§ What you need to do
Which lines in the data below contain the string "Singh"? Show each one.
Start of The records
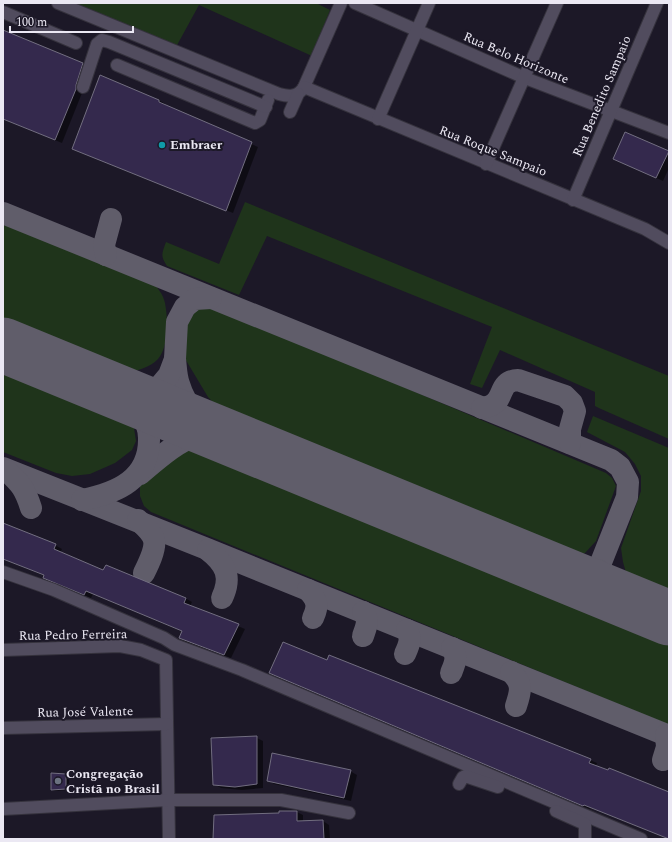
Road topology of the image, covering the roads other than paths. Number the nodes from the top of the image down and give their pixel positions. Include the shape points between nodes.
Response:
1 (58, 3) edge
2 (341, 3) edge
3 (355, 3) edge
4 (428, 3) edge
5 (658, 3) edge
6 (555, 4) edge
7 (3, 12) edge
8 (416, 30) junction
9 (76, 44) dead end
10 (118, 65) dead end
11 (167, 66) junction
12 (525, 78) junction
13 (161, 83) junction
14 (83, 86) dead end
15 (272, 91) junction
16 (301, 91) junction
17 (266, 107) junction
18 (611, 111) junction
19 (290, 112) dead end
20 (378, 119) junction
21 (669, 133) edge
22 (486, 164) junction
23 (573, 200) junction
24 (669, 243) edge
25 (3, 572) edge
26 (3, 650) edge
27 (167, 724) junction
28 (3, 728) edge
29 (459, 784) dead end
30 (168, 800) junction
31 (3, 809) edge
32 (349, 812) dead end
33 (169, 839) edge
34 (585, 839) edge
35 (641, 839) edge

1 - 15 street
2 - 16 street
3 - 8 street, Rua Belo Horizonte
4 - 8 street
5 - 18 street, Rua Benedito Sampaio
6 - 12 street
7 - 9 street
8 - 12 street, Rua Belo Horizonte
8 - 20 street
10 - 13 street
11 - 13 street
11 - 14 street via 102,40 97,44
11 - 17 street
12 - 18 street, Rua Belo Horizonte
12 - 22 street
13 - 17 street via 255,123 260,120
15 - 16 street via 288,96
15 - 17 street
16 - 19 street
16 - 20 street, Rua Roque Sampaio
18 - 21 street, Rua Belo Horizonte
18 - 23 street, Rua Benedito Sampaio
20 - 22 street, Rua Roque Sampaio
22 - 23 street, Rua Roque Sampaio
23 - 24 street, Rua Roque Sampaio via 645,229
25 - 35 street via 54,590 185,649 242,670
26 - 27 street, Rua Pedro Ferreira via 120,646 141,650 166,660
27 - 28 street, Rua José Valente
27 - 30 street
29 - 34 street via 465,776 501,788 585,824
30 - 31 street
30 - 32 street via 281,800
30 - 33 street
End of The records
Start of The records
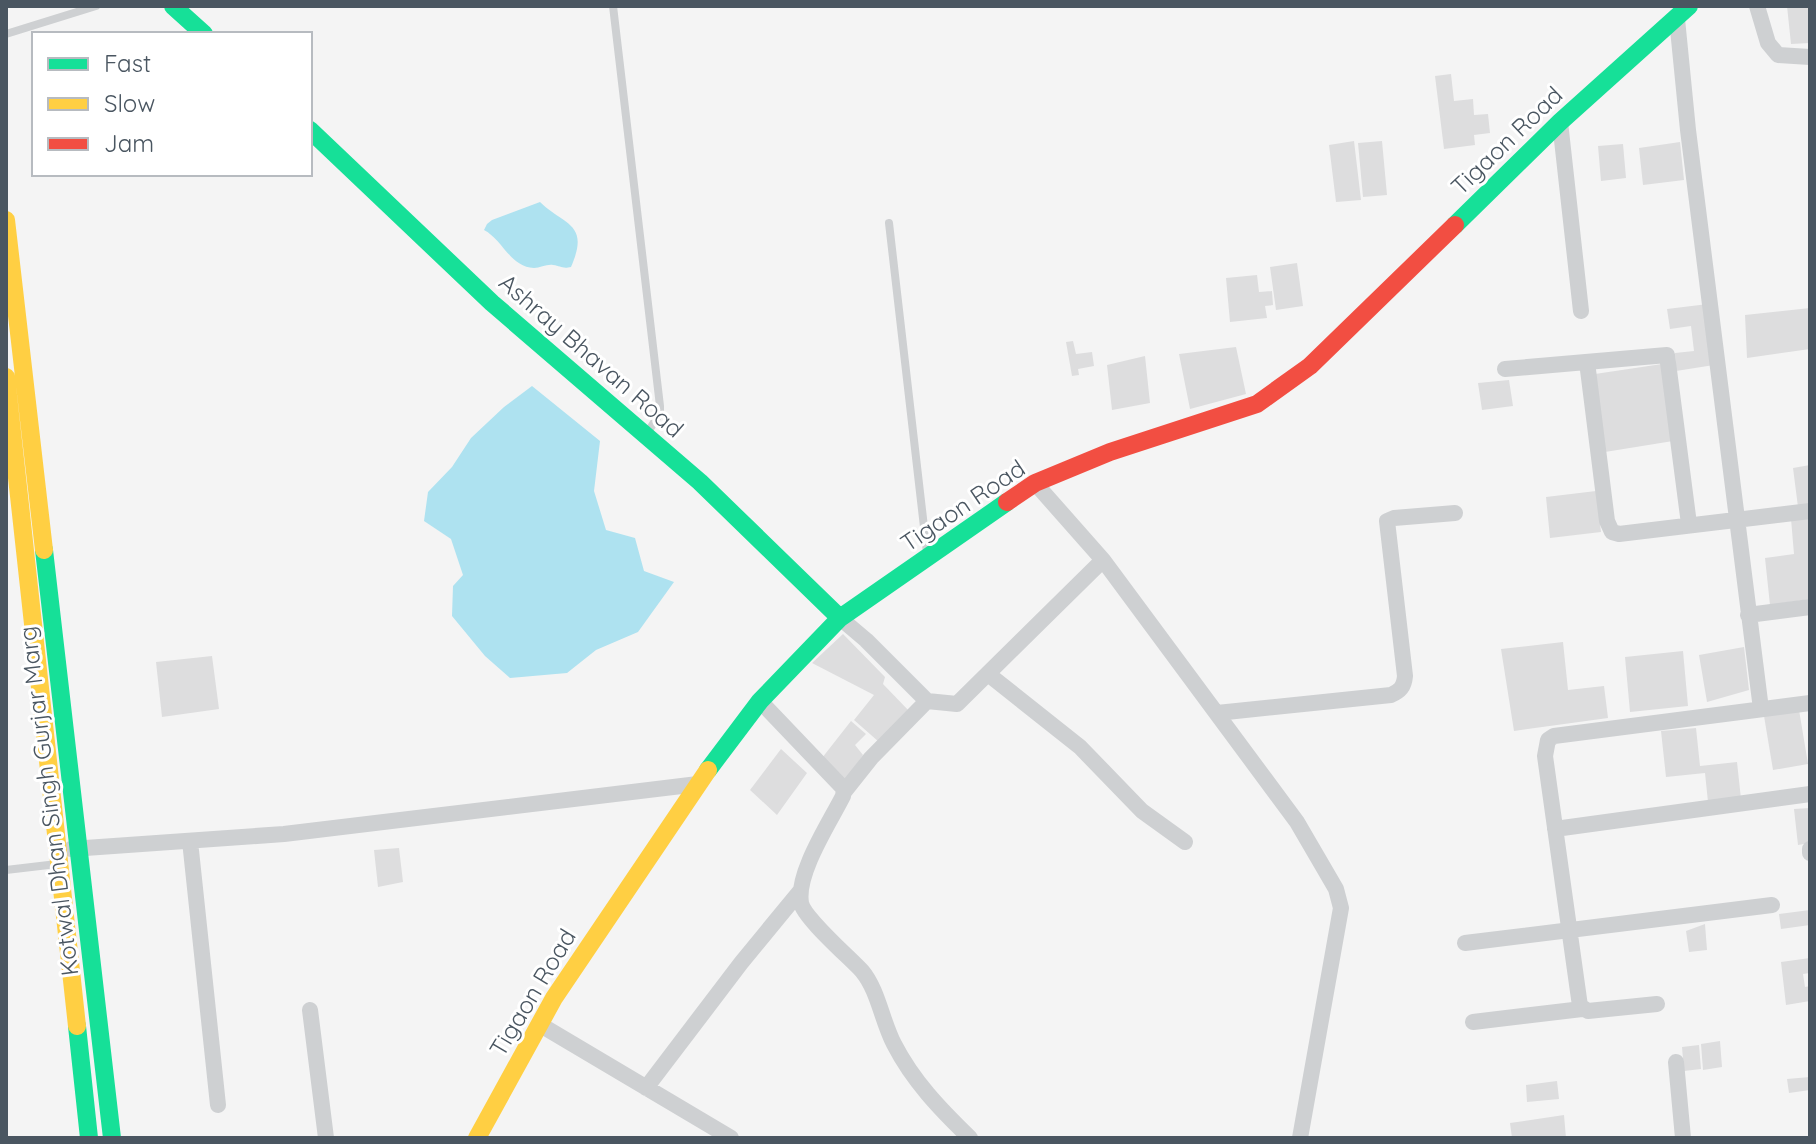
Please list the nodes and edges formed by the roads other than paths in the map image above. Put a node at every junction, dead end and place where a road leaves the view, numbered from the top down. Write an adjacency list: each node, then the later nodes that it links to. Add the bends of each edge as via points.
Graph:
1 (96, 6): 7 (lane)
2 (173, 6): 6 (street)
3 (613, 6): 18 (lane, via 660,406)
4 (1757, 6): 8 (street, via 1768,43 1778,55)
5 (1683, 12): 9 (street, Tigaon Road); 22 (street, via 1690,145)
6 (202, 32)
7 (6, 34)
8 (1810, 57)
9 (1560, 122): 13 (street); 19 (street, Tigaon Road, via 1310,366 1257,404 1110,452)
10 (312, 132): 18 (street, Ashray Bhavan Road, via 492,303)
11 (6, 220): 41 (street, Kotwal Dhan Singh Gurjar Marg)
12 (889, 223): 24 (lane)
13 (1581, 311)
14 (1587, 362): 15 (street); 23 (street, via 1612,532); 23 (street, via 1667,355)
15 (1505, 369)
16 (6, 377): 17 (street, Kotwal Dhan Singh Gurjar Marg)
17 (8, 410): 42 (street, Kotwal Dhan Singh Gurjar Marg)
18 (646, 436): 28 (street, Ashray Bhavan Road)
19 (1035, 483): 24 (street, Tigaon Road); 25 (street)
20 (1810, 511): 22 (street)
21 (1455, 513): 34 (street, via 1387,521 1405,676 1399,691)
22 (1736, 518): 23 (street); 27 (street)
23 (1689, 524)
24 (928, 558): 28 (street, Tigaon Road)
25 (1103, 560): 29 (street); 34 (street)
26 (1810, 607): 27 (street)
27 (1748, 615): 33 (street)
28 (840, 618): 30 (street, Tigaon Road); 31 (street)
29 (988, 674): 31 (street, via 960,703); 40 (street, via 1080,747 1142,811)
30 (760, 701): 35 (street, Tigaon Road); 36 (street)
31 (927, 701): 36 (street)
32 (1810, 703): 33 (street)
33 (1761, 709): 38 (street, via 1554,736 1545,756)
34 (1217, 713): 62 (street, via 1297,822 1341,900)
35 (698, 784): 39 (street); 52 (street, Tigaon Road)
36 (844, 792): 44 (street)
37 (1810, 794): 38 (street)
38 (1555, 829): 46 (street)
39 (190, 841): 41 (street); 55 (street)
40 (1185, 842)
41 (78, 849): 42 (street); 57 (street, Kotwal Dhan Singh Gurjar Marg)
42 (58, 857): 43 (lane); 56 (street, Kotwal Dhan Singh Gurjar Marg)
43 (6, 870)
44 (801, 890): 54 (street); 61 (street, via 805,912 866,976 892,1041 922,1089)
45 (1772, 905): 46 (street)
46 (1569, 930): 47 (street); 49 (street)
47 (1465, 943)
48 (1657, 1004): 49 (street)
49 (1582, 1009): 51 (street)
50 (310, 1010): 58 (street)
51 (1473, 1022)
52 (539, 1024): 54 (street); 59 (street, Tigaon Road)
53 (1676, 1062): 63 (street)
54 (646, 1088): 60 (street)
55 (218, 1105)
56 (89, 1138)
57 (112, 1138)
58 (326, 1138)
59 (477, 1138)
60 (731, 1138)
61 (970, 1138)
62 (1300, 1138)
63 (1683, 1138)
End of The records
§ Task solution
11 (6, 220): 41 (street, Kotwal Dhan Singh Gurjar Marg)
16 (6, 377): 17 (street, Kotwal Dhan Singh Gurjar Marg)
17 (8, 410): 42 (street, Kotwal Dhan Singh Gurjar Marg)
41 (78, 849): 42 (street); 57 (street, Kotwal Dhan Singh Gurjar Marg)
42 (58, 857): 43 (lane); 56 (street, Kotwal Dhan Singh Gurjar Marg)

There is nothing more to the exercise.